(Stored data entries)
= Beginning of Section =
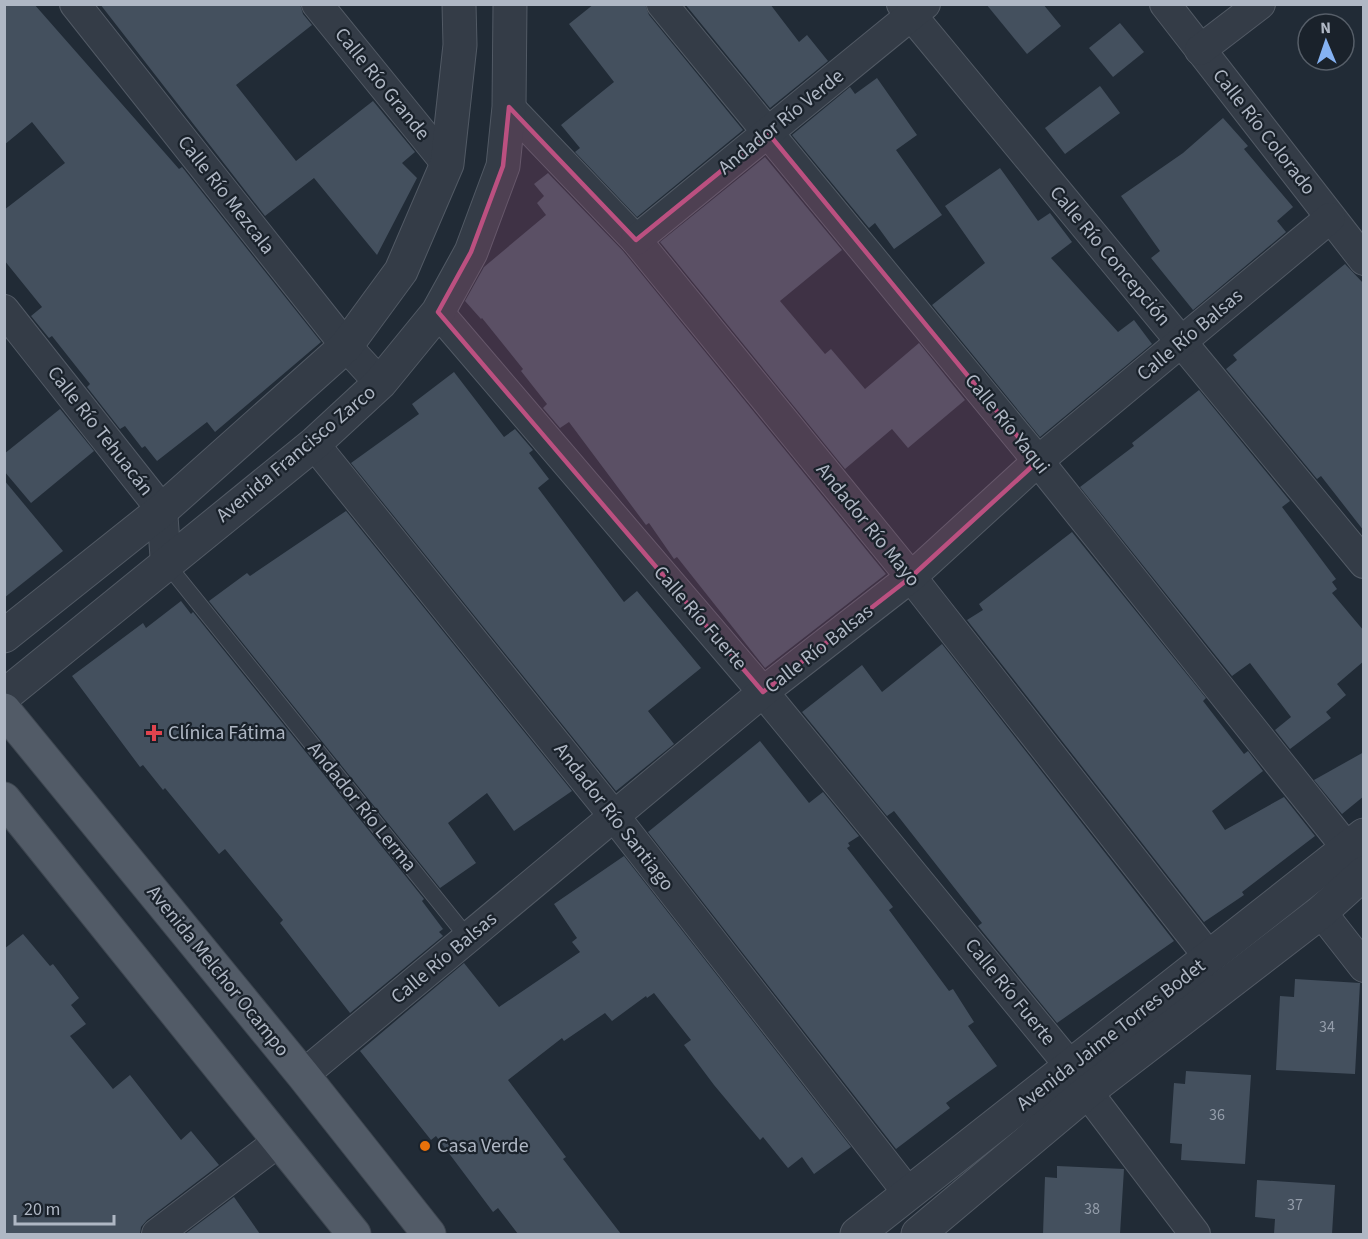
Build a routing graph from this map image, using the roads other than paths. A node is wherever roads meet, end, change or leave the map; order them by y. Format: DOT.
graph roads {
  1 [pos="75,4"];
  2 [pos="317,4"];
  3 [pos="459,4"];
  4 [pos="510,4"];
  5 [pos="663,4"];
  6 [pos="1165,4"];
  7 [pos="1260,4"];
  8 [pos="913,8"];
  9 [pos="1200,50"];
  10 [pos="509,107"];
  11 [pos="768,133"];
  12 [pos="447,164"];
  13 [pos="1330,218"];
  14 [pos="636,240"];
  15 [pos="1364,260"];
  16 [pos="4,310"];
  17 [pos="438,312"];
  18 [pos="1182,342"];
  19 [pos="346,346"];
  20 [pos="380,383"];
  21 [pos="314,444"];
  22 [pos="1038,461"];
  23 [pos="162,510"];
  24 [pos="166,563"];
  25 [pos="1364,563"];
  26 [pos="911,577"];
  27 [pos="4,636"];
  28 [pos="763,692"];
  29 [pos="4,696"];
  30 [pos="4,710"];
  31 [pos="4,799"];
  32 [pos="614,816"];
  33 [pos="1358,852"];
  34 [pos="1321,912"];
  35 [pos="468,938"];
  36 [pos="1210,958"];
  37 [pos="1364,967"];
  38 [pos="303,1075"];
  39 [pos="1079,1079"];
  40 [pos="278,1142"];
  41 [pos="909,1194"];
  42 [pos="157,1234"];
  43 [pos="354,1234"];
  44 [pos="429,1234"];
  45 [pos="857,1234"];
  46 [pos="918,1234"];
  47 [pos="1195,1234"];
  1 -- 19 [label="street, Calle Río Mezcala"];
  2 -- 12 [label="street, Calle Río Grande"];
  3 -- 12 [label="street"];
  4 -- 10 [label="street, Avenida Francisco Zarco"];
  5 -- 11 [label="street, Calle Río Yaqui"];
  6 -- 9 [label="street, Calle Río Colorado"];
  7 -- 9 [label="street"];
  8 -- 11 [label="street, Andador Río Verde"];
  8 -- 18 [label="street, Calle Río Concepción"];
  9 -- 13 [label="street, Calle Río Colorado"];
  10 -- 14 [label="street, Andador Río Mayo"];
  10 -- 17 [label="street, Avenida Francisco Zarco"];
  11 -- 14 [label="street, Andador Río Verde"];
  11 -- 22 [label="street, Calle Río Yaqui"];
  12 -- 19 [label="street"];
  13 -- 15 [label="street, Calle Río Colorado"];
  13 -- 18 [label="street, Calle Río Balsas"];
  14 -- 26 [label="street, Andador Río Mayo"];
  16 -- 23 [label="street, Calle Río Tehuacán"];
  17 -- 20 [label="street, Avenida Francisco Zarco"];
  17 -- 28 [label="street, Calle Río Fuerte"];
  18 -- 22 [label="street, Calle Río Balsas"];
  18 -- 25 [label="street, Calle Río Concepción"];
  19 -- 20 [label="street, Calle Río Mezcala"];
  19 -- 23 [label="street"];
  20 -- 21 [label="street, Avenida Francisco Zarco"];
  21 -- 24 [label="street, Avenida Francisco Zarco"];
  21 -- 32 [label="street, Andador Río Santiago"];
  22 -- 26 [label="street, Calle Río Balsas"];
  22 -- 33 [label="street, Calle Río Yaqui"];
  23 -- 24 [label="street, Calle Río Tehuacán"];
  23 -- 27 [label="street"];
  24 -- 29 [label="street, Avenida Francisco Zarco"];
  24 -- 35 [label="lane, Andador Río Lerma"];
  26 -- 28 [label="street, Calle Río Balsas"];
  26 -- 36 [label="street, Andador Río Mayo"];
  28 -- 32 [label="street, Calle Río Balsas"];
  28 -- 39 [label="street, Calle Río Fuerte"];
  30 -- 38 [label="main road, Avenida Melchor Ocampo"];
  31 -- 40 [label="main road"];
  32 -- 35 [label="street, Calle Río Balsas"];
  32 -- 41 [label="street, Andador Río Santiago"];
  33 -- 34 [label="street, Avenida Jaime Torres Bodet"];
  33 -- 36 [label="street, Avenida Jaime Torres Bodet"];
  34 -- 37 [label="street"];
  34 -- 39 [label="street, Avenida Jaime Torres Bodet"];
  35 -- 38 [label="street, Calle Río Balsas"];
  36 -- 39 [label="street, Avenida Jaime Torres Bodet"];
  38 -- 44 [label="main road, Avenida Melchor Ocampo"];
  39 -- 41 [label="street, Avenida Jaime Torres Bodet"];
  39 -- 46 [label="street, Avenida Jaime Torres Bodet"];
  39 -- 47 [label="street, Calle Río Fuerte"];
  40 -- 42 [label="street"];
  40 -- 43 [label="main road"];
  41 -- 45 [label="street, Avenida Jaime Torres Bodet"];
}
= End of Section =
**BRIEF**
With all pictures omitted, repeat every record above word for word.

**YOUR RESPONSE**
Build a routing graph from this map image, using the roads other than paths. A node is wherever roads meet, end, change or leave the map; order them by y. Format: DOT.
graph roads {
  1 [pos="75,4"];
  2 [pos="317,4"];
  3 [pos="459,4"];
  4 [pos="510,4"];
  5 [pos="663,4"];
  6 [pos="1165,4"];
  7 [pos="1260,4"];
  8 [pos="913,8"];
  9 [pos="1200,50"];
  10 [pos="509,107"];
  11 [pos="768,133"];
  12 [pos="447,164"];
  13 [pos="1330,218"];
  14 [pos="636,240"];
  15 [pos="1364,260"];
  16 [pos="4,310"];
  17 [pos="438,312"];
  18 [pos="1182,342"];
  19 [pos="346,346"];
  20 [pos="380,383"];
  21 [pos="314,444"];
  22 [pos="1038,461"];
  23 [pos="162,510"];
  24 [pos="166,563"];
  25 [pos="1364,563"];
  26 [pos="911,577"];
  27 [pos="4,636"];
  28 [pos="763,692"];
  29 [pos="4,696"];
  30 [pos="4,710"];
  31 [pos="4,799"];
  32 [pos="614,816"];
  33 [pos="1358,852"];
  34 [pos="1321,912"];
  35 [pos="468,938"];
  36 [pos="1210,958"];
  37 [pos="1364,967"];
  38 [pos="303,1075"];
  39 [pos="1079,1079"];
  40 [pos="278,1142"];
  41 [pos="909,1194"];
  42 [pos="157,1234"];
  43 [pos="354,1234"];
  44 [pos="429,1234"];
  45 [pos="857,1234"];
  46 [pos="918,1234"];
  47 [pos="1195,1234"];
  1 -- 19 [label="street, Calle Río Mezcala"];
  2 -- 12 [label="street, Calle Río Grande"];
  3 -- 12 [label="street"];
  4 -- 10 [label="street, Avenida Francisco Zarco"];
  5 -- 11 [label="street, Calle Río Yaqui"];
  6 -- 9 [label="street, Calle Río Colorado"];
  7 -- 9 [label="street"];
  8 -- 11 [label="street, Andador Río Verde"];
  8 -- 18 [label="street, Calle Río Concepción"];
  9 -- 13 [label="street, Calle Río Colorado"];
  10 -- 14 [label="street, Andador Río Mayo"];
  10 -- 17 [label="street, Avenida Francisco Zarco"];
  11 -- 14 [label="street, Andador Río Verde"];
  11 -- 22 [label="street, Calle Río Yaqui"];
  12 -- 19 [label="street"];
  13 -- 15 [label="street, Calle Río Colorado"];
  13 -- 18 [label="street, Calle Río Balsas"];
  14 -- 26 [label="street, Andador Río Mayo"];
  16 -- 23 [label="street, Calle Río Tehuacán"];
  17 -- 20 [label="street, Avenida Francisco Zarco"];
  17 -- 28 [label="street, Calle Río Fuerte"];
  18 -- 22 [label="street, Calle Río Balsas"];
  18 -- 25 [label="street, Calle Río Concepción"];
  19 -- 20 [label="street, Calle Río Mezcala"];
  19 -- 23 [label="street"];
  20 -- 21 [label="street, Avenida Francisco Zarco"];
  21 -- 24 [label="street, Avenida Francisco Zarco"];
  21 -- 32 [label="street, Andador Río Santiago"];
  22 -- 26 [label="street, Calle Río Balsas"];
  22 -- 33 [label="street, Calle Río Yaqui"];
  23 -- 24 [label="street, Calle Río Tehuacán"];
  23 -- 27 [label="street"];
  24 -- 29 [label="street, Avenida Francisco Zarco"];
  24 -- 35 [label="lane, Andador Río Lerma"];
  26 -- 28 [label="street, Calle Río Balsas"];
  26 -- 36 [label="street, Andador Río Mayo"];
  28 -- 32 [label="street, Calle Río Balsas"];
  28 -- 39 [label="street, Calle Río Fuerte"];
  30 -- 38 [label="main road, Avenida Melchor Ocampo"];
  31 -- 40 [label="main road"];
  32 -- 35 [label="street, Calle Río Balsas"];
  32 -- 41 [label="street, Andador Río Santiago"];
  33 -- 34 [label="street, Avenida Jaime Torres Bodet"];
  33 -- 36 [label="street, Avenida Jaime Torres Bodet"];
  34 -- 37 [label="street"];
  34 -- 39 [label="street, Avenida Jaime Torres Bodet"];
  35 -- 38 [label="street, Calle Río Balsas"];
  36 -- 39 [label="street, Avenida Jaime Torres Bodet"];
  38 -- 44 [label="main road, Avenida Melchor Ocampo"];
  39 -- 41 [label="street, Avenida Jaime Torres Bodet"];
  39 -- 46 [label="street, Avenida Jaime Torres Bodet"];
  39 -- 47 [label="street, Calle Río Fuerte"];
  40 -- 42 [label="street"];
  40 -- 43 [label="main road"];
  41 -- 45 [label="street, Avenida Jaime Torres Bodet"];
}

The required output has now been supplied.